Just over half of Americans who remain unvaccinated against Covid-19 still believe the vaccine is more dangerous than the coronavirus – despite overwhelming evidence to the contrary, according to a new survey published Wednesday.
Unvaccinated adults still also largely believe the news media have exaggerated the severity of the pandemic, and are less likely than vaccinated adults to wear a mask in public, according to the ongoing Kaiser Family Foundation survey.
The health-focused nonprofit group surveyed 1,500 US adults between July 15 and 27 for this chapter of its survey, and found little change among those with the most hardened attitudes about vaccination. About 14% of those surveyed say they will “definitely not” get vaccinated – the same proportion as in December.
“Among those who say they will ‘definitely not’ get a vaccine, 75% say the news is exaggerated. The sharply different views of the vaccinated and unvaccinated help to explain the contentiousness of ongoing policy debates about vaccine mandates,” KFF said in its report.
Only 23% of adults who have yet to get vaccinated say they believe vaccines are very or extremely effective at preventing death – despite strong evidence that they are.
“A narrow majority (53%) of unvaccinated adults believe the vaccine poses a bigger risk to their health than COVID-19 itself,” Kaiser said. “In contrast, an overwhelming majority (88%) of vaccinated adults say that getting infected with COVID-19 is a bigger risk to their health than the vaccine.”
“The increase in COVID-19 cases and news of the Delta variant spreading in the U.S. has made some people say they are more likely to wear a mask in public or avoid large gatherings, though this is mainly driven by vaccinated adults,” KFF said.
“Seeing their friends get sick and local hospitals fill up again with COVID patients may speed them along and add to their ranks,” KFF President and CEO Drew Altman said in a statement.
The survey found 57% unvaccinated people said news media have “generally exaggerated” the pandemic’s impact, while three-fourths of vaccinated adults say media have been “generally correct” (53%) or even “underestimated” its severity (24%).
Among vaccinated adults, 53% say they wear masks in grocery stores and other indoor places, compared to 44% of unvaccinated adults.
“These differences are to a large degree driven by unvaccinated Republicans. Majorities of Republicans say they ‘never’ wear a mask outdoors in crowded outdoor places, at work, or in a grocery store,” KFF said.
A quarter of unvaccinated people – 8% of all adults – say they are likely to get vaccinated by the end of the year.
But 10% of adults who remain unvaccinated say they want to “wait and see” how the vaccine works for other people before getting vaccinated. Another 3% say they will be immunized “only if required.” But that’s down from 6% in June.

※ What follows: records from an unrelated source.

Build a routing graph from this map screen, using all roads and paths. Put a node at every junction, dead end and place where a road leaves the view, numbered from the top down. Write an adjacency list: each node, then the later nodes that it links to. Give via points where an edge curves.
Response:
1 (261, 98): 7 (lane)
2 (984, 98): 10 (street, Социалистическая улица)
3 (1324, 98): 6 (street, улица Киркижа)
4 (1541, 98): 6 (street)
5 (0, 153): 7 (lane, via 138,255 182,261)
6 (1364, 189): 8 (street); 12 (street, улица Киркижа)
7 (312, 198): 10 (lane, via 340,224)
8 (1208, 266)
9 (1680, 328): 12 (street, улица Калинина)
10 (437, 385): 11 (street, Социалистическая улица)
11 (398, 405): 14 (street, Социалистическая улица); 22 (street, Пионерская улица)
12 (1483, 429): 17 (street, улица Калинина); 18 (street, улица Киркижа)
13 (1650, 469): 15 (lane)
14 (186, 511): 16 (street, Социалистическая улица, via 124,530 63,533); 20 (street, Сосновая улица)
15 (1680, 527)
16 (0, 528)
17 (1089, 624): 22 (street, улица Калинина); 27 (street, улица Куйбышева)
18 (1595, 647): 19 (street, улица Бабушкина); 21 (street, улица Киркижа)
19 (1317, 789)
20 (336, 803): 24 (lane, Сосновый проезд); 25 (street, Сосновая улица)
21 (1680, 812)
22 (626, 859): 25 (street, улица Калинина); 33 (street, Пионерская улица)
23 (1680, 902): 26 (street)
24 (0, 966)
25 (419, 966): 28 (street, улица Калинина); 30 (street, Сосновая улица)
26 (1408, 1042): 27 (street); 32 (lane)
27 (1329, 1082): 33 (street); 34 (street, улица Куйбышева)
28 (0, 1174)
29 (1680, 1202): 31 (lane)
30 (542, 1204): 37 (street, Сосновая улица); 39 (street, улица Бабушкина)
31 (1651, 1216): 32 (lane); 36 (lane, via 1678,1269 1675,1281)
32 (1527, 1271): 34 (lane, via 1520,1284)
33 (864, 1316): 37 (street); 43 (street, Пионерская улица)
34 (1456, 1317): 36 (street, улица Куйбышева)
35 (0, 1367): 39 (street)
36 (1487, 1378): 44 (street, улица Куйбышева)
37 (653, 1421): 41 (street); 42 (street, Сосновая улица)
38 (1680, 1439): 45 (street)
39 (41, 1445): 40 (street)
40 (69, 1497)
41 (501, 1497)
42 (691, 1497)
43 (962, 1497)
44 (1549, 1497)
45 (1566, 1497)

The survey found people divided on whether the federal government should recommend employers require vaccines among their employees. Half said the federal government should recommend employers require staff to get the COVID-19 vaccine unless they have a medical exception.
Three quarters of Democrats support a mandate for federal employees, while two-thirds of Republicans oppose the idea.